§ TASK TO COMPLETE:
Report each line from the listing that the string "KOLPINGSTRASSE" appears in.

[SOURCE MATERIAL Boundary: Start]

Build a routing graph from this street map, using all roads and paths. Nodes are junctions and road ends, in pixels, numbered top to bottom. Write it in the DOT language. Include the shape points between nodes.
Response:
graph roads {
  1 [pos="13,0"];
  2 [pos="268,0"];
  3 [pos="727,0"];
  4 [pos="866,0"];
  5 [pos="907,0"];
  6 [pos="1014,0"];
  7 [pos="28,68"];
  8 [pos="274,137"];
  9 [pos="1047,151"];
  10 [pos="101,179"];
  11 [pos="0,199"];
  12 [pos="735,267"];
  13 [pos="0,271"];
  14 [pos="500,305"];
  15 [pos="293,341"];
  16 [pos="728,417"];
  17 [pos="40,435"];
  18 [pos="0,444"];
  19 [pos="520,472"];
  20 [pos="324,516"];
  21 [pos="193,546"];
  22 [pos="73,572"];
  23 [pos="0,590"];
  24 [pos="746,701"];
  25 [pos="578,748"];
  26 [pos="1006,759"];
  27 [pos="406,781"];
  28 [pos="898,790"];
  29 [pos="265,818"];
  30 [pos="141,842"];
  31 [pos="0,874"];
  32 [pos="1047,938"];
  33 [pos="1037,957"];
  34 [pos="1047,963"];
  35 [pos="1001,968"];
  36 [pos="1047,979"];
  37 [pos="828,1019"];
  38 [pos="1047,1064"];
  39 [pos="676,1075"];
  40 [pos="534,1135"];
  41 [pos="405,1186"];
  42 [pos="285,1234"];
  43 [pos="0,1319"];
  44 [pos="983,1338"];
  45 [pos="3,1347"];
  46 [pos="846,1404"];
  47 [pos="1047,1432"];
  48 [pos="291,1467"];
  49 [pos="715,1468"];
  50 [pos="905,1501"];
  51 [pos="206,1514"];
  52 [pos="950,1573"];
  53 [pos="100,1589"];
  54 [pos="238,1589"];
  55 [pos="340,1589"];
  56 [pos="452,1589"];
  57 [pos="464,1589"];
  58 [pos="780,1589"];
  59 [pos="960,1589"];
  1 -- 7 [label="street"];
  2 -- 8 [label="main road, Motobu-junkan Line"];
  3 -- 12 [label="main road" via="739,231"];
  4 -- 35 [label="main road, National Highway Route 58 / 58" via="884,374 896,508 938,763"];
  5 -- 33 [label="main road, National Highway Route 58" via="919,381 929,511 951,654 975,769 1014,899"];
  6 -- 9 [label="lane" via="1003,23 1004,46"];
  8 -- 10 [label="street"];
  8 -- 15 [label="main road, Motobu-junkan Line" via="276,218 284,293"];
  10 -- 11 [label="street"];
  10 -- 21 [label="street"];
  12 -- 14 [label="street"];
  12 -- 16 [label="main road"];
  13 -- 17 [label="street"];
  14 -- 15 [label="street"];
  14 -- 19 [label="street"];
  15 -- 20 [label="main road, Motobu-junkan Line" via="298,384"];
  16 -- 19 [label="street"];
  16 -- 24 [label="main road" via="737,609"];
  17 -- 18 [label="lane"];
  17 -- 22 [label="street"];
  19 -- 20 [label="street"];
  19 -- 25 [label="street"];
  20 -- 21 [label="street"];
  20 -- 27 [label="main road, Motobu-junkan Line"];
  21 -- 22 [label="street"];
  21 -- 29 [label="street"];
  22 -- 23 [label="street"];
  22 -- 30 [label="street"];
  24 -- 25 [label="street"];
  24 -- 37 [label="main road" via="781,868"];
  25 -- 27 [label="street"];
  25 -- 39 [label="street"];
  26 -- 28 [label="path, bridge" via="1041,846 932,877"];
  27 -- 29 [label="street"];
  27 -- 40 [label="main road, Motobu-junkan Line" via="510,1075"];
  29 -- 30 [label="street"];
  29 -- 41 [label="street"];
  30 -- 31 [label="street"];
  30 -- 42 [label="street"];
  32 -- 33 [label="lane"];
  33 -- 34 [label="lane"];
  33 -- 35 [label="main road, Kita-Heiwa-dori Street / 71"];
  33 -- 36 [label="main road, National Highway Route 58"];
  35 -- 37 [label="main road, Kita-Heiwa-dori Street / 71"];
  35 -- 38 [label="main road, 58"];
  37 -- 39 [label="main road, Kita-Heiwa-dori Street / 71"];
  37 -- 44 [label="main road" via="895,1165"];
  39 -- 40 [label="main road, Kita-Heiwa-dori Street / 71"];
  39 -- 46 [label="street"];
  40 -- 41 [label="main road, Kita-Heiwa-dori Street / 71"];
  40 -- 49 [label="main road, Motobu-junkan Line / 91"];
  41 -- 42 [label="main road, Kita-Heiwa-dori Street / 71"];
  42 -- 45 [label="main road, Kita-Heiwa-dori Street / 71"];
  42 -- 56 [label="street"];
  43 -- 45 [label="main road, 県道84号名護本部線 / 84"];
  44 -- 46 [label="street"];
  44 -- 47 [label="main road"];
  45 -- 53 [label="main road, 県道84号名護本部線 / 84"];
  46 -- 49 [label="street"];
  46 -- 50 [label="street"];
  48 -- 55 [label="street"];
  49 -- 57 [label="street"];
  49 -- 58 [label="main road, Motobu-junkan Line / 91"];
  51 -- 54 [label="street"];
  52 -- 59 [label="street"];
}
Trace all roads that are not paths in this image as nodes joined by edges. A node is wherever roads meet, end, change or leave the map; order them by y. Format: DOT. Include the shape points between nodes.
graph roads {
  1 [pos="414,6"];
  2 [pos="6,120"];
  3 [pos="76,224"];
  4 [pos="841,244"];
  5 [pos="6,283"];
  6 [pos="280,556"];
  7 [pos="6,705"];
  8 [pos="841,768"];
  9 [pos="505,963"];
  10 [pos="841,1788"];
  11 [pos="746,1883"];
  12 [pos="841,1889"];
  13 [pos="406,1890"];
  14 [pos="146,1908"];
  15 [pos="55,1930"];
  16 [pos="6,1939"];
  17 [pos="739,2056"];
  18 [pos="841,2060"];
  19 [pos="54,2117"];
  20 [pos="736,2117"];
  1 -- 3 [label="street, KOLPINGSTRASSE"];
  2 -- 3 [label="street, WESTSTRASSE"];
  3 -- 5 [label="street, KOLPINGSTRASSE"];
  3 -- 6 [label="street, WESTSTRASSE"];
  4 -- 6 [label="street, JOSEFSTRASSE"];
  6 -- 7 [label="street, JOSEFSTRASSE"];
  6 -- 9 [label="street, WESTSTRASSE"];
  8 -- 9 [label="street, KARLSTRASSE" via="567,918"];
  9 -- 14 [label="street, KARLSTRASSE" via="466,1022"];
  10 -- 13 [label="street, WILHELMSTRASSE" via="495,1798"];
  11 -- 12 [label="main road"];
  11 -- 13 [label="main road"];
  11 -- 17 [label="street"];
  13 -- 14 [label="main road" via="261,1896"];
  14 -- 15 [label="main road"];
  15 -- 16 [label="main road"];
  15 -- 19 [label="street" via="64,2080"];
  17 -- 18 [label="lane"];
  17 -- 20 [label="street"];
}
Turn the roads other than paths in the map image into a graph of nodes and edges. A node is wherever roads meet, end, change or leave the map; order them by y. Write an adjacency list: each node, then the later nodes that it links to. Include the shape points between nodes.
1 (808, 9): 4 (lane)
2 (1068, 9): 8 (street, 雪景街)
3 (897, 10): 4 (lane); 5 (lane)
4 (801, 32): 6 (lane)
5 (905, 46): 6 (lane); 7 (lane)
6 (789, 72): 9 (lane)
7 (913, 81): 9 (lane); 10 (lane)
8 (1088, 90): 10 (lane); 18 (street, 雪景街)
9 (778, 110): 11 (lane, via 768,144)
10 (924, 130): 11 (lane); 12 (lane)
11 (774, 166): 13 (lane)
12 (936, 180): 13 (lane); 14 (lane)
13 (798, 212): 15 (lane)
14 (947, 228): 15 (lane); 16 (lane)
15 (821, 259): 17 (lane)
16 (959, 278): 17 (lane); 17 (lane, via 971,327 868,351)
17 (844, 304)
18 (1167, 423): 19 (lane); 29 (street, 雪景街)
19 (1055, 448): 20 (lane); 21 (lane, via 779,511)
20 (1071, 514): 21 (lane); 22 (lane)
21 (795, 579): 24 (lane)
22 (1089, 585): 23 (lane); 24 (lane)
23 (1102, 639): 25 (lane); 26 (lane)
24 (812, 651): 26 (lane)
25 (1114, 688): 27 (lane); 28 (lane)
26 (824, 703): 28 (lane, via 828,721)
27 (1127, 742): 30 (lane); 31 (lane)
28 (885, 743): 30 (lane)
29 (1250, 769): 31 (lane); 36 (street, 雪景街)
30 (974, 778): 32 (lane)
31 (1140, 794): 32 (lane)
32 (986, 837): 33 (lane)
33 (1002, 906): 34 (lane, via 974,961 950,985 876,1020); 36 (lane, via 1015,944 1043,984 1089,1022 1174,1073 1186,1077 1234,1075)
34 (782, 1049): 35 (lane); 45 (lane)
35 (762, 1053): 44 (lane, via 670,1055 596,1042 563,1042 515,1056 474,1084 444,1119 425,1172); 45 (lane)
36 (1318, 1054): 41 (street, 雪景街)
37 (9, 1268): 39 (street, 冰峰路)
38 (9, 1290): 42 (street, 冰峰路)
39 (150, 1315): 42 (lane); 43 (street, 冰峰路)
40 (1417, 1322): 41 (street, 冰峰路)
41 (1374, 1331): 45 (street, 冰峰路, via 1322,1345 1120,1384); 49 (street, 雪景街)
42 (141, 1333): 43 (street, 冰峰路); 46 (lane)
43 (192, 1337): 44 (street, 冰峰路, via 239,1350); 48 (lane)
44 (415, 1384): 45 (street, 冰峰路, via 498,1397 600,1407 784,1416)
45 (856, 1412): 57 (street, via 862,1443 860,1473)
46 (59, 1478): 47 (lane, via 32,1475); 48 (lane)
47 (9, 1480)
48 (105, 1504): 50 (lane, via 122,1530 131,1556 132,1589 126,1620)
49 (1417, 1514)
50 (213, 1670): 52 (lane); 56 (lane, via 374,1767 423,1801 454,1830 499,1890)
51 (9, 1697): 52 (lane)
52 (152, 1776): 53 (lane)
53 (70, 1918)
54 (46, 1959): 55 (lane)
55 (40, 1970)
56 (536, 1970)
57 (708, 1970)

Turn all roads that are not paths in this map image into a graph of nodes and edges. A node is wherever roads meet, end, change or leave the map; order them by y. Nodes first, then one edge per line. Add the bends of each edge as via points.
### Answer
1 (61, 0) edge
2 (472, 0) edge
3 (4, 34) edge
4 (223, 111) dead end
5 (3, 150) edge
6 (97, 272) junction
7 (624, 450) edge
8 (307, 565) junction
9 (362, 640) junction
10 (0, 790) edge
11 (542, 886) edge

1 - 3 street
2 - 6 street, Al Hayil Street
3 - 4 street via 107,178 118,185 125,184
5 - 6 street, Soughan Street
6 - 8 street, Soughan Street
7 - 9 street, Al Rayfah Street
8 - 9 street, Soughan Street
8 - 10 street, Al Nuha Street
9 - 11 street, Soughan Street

[SOURCE MATERIAL Boundary: End]

§ FINISHED TASK:
  1 -- 3 [label="street, KOLPINGSTRASSE"];
  3 -- 5 [label="street, KOLPINGSTRASSE"];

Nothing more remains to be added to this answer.